[[ RECORDS FOR THE TASK open ]]
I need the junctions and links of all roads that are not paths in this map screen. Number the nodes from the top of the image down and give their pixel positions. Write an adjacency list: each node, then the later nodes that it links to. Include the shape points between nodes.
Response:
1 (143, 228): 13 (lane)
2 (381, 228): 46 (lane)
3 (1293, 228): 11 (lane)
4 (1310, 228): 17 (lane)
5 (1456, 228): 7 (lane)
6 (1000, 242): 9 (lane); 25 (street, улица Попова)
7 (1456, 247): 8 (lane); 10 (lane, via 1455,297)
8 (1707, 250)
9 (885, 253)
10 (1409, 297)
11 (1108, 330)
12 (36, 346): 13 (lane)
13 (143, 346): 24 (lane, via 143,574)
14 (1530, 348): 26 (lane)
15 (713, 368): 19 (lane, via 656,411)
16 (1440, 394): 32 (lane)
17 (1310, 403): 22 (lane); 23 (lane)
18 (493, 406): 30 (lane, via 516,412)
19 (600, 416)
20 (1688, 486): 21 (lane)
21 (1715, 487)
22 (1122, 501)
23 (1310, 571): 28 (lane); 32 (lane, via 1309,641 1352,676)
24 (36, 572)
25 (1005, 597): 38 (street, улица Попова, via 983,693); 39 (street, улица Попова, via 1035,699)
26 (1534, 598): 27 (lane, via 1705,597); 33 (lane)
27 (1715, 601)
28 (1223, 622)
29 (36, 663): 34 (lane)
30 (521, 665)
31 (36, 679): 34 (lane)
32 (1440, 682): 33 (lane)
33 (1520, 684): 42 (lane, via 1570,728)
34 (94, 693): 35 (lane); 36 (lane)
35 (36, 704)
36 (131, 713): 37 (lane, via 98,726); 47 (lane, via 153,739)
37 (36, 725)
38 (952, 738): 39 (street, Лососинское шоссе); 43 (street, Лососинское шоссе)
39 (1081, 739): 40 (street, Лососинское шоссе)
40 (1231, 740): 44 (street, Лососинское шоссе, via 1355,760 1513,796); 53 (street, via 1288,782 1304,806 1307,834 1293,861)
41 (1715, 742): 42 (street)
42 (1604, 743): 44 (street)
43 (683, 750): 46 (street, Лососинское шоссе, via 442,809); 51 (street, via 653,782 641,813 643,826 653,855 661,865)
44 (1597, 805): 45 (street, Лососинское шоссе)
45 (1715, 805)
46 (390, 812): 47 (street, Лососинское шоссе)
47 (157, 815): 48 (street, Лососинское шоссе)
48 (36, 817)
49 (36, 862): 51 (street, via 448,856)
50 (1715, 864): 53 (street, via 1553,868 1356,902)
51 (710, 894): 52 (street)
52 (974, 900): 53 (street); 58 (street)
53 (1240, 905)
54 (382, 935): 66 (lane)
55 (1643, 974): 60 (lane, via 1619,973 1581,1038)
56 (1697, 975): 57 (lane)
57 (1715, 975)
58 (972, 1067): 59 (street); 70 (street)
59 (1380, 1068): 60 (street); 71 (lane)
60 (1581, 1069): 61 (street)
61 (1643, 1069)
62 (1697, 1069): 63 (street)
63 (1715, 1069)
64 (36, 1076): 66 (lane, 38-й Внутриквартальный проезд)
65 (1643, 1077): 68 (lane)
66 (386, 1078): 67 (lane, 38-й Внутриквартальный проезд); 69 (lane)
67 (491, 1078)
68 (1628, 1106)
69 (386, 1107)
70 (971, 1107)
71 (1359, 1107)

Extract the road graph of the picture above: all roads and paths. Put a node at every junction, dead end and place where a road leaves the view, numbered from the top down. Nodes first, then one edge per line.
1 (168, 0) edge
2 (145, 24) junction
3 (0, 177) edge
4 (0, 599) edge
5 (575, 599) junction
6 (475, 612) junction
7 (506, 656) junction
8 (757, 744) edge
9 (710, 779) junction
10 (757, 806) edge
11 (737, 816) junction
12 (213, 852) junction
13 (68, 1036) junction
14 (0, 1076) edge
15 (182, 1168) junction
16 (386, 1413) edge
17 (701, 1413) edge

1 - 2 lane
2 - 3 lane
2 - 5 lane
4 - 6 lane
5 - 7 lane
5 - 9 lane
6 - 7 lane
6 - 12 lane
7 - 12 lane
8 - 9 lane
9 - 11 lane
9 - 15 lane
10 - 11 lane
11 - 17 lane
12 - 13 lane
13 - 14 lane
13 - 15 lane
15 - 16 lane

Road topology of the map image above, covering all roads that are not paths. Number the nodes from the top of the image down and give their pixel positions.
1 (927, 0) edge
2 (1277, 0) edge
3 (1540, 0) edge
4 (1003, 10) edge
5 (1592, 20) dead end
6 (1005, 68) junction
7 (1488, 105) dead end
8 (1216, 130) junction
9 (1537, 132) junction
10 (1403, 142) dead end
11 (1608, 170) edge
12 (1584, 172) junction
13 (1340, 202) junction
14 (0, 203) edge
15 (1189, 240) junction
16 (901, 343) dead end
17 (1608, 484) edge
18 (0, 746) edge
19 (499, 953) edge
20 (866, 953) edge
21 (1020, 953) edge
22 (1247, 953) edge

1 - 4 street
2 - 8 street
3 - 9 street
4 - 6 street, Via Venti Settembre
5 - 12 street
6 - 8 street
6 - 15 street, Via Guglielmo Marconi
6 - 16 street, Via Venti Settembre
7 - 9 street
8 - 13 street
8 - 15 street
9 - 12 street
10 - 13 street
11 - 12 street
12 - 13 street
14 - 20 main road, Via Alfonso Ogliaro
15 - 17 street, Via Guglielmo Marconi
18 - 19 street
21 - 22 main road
[[ RECORDS FOR THE TASK closed ]]
> PROBLEM DESCRIPTION:
Pull from the data each line where the string "Лососинское" turns up.

> SOLUTION TO THIS EXERCISE:
38 (952, 738): 39 (street, Лососинское шоссе); 43 (street, Лососинское шоссе)
39 (1081, 739): 40 (street, Лососинское шоссе)
40 (1231, 740): 44 (street, Лососинское шоссе, via 1355,760 1513,796); 53 (street, via 1288,782 1304,806 1307,834 1293,861)
43 (683, 750): 46 (street, Лососинское шоссе, via 442,809); 51 (street, via 653,782 641,813 643,826 653,855 661,865)
44 (1597, 805): 45 (street, Лососинское шоссе)
46 (390, 812): 47 (street, Лососинское шоссе)
47 (157, 815): 48 (street, Лососинское шоссе)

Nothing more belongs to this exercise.